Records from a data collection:
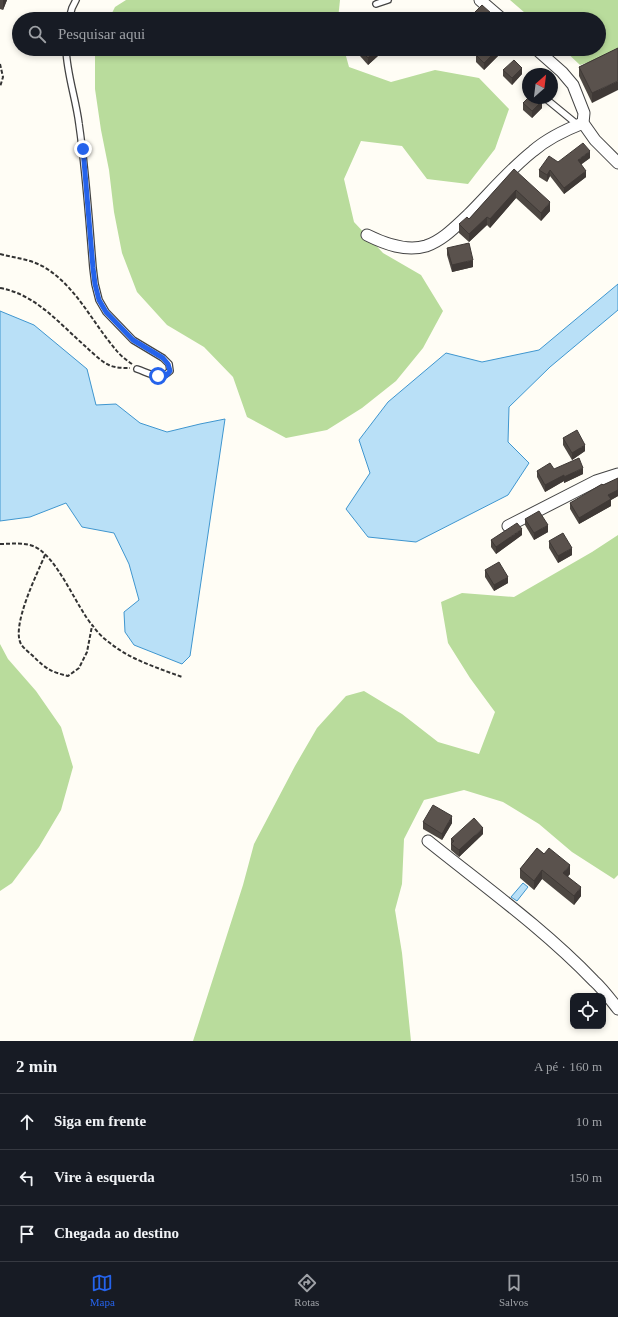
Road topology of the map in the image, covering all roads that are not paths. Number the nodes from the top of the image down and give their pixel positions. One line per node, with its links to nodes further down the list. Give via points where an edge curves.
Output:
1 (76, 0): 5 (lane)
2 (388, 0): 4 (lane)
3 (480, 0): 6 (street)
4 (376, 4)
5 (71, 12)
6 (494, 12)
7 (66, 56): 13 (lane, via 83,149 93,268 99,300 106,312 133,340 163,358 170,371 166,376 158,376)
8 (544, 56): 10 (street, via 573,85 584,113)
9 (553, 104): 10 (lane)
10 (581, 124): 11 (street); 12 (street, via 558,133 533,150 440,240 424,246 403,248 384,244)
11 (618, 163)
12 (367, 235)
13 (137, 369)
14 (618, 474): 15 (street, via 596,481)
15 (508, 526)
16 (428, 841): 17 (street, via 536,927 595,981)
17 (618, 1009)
...
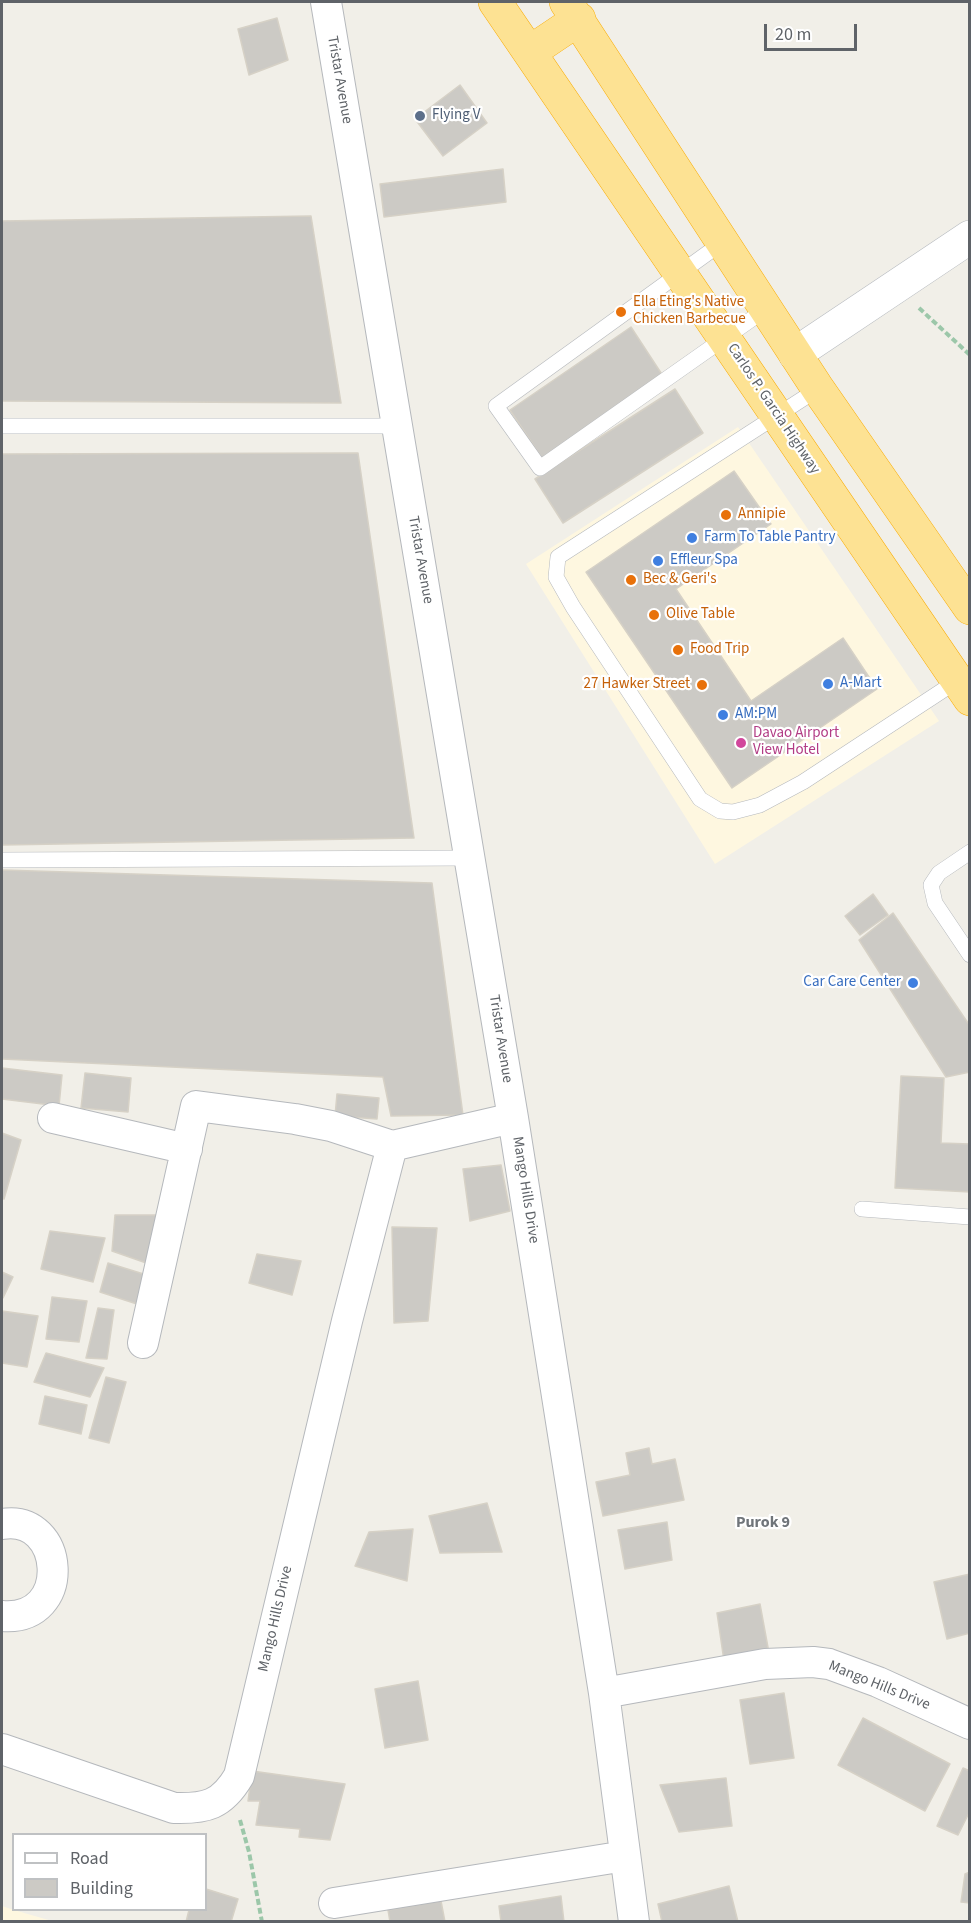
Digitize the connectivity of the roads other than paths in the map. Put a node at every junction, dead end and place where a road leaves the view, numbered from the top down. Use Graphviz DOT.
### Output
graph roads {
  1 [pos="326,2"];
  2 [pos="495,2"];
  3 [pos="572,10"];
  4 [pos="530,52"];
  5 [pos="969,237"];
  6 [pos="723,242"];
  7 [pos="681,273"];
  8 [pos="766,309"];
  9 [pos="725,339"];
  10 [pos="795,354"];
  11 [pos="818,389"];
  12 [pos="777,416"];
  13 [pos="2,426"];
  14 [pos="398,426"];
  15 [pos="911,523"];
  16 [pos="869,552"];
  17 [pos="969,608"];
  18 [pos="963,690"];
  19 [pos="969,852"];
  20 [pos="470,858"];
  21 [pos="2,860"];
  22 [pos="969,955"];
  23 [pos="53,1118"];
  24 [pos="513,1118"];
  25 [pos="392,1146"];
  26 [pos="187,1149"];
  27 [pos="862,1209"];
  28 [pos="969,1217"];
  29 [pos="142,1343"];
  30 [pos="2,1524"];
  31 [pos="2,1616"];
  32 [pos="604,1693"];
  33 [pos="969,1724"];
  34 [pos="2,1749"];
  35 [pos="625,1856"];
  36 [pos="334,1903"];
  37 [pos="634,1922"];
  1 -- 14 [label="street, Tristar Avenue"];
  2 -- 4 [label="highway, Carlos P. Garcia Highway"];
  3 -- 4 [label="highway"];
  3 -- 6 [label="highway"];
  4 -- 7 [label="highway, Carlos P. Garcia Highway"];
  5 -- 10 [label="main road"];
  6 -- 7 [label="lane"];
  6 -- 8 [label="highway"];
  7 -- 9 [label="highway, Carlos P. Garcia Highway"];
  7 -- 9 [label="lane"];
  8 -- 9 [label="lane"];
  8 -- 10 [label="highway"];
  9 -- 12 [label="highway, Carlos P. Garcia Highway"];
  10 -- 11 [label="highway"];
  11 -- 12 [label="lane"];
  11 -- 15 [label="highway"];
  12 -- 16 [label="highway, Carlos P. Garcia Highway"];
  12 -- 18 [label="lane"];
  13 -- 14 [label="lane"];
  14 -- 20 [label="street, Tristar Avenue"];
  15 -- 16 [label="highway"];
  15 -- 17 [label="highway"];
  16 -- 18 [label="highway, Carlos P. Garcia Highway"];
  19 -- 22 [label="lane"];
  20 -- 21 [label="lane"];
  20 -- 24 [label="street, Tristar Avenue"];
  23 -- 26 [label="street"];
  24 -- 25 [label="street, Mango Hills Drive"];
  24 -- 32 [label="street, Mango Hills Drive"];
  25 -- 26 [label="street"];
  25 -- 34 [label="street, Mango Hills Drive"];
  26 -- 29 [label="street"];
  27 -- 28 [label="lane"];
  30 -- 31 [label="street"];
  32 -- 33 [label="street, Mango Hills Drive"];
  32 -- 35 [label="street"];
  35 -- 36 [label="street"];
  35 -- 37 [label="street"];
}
* * *
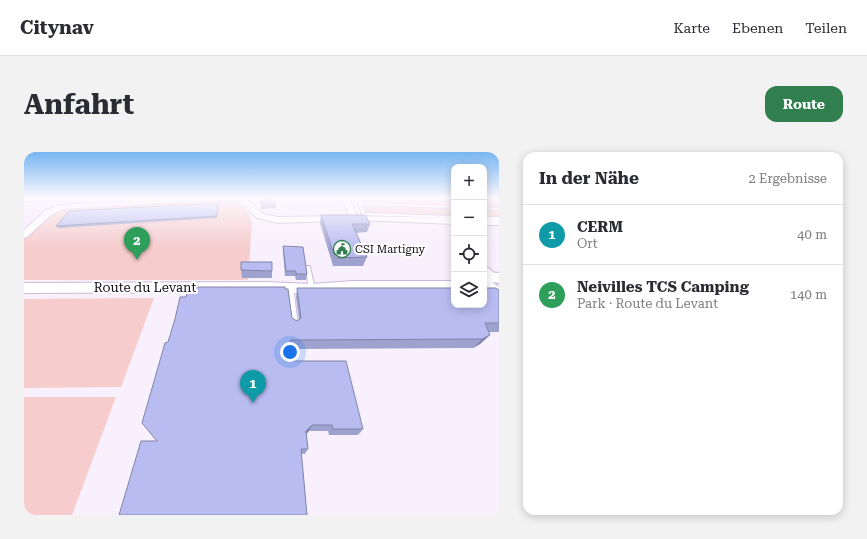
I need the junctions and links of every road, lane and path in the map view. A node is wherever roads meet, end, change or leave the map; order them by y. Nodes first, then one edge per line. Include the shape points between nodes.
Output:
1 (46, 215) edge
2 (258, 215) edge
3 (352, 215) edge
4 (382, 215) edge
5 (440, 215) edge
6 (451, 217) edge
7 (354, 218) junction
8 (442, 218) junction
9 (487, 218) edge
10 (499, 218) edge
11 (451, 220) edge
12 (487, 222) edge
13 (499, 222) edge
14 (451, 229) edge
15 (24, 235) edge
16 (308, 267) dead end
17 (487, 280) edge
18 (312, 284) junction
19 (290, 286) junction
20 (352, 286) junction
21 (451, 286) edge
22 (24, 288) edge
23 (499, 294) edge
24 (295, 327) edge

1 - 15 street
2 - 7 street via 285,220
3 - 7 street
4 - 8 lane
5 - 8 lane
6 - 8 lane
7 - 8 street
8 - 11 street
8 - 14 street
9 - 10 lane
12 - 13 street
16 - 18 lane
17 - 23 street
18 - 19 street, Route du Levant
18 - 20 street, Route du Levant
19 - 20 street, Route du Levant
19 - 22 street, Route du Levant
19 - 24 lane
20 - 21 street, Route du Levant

Task:
Each line of the data in which the string "paths" appears needs to be copied.

Result of the exercise:
Road topology of the map in the image, covering all roads that are not paths. Number the nodes from the top of the image down and give their pixel positions. One line per node, with its links to nodes further down the list. Give via points where an edge curves.
Digitize the connectivity of the roads other than paths in the map. Put a node at every junction, dead end and place where a road leaves the view, numbered from the top down. Use Graphviz DOT.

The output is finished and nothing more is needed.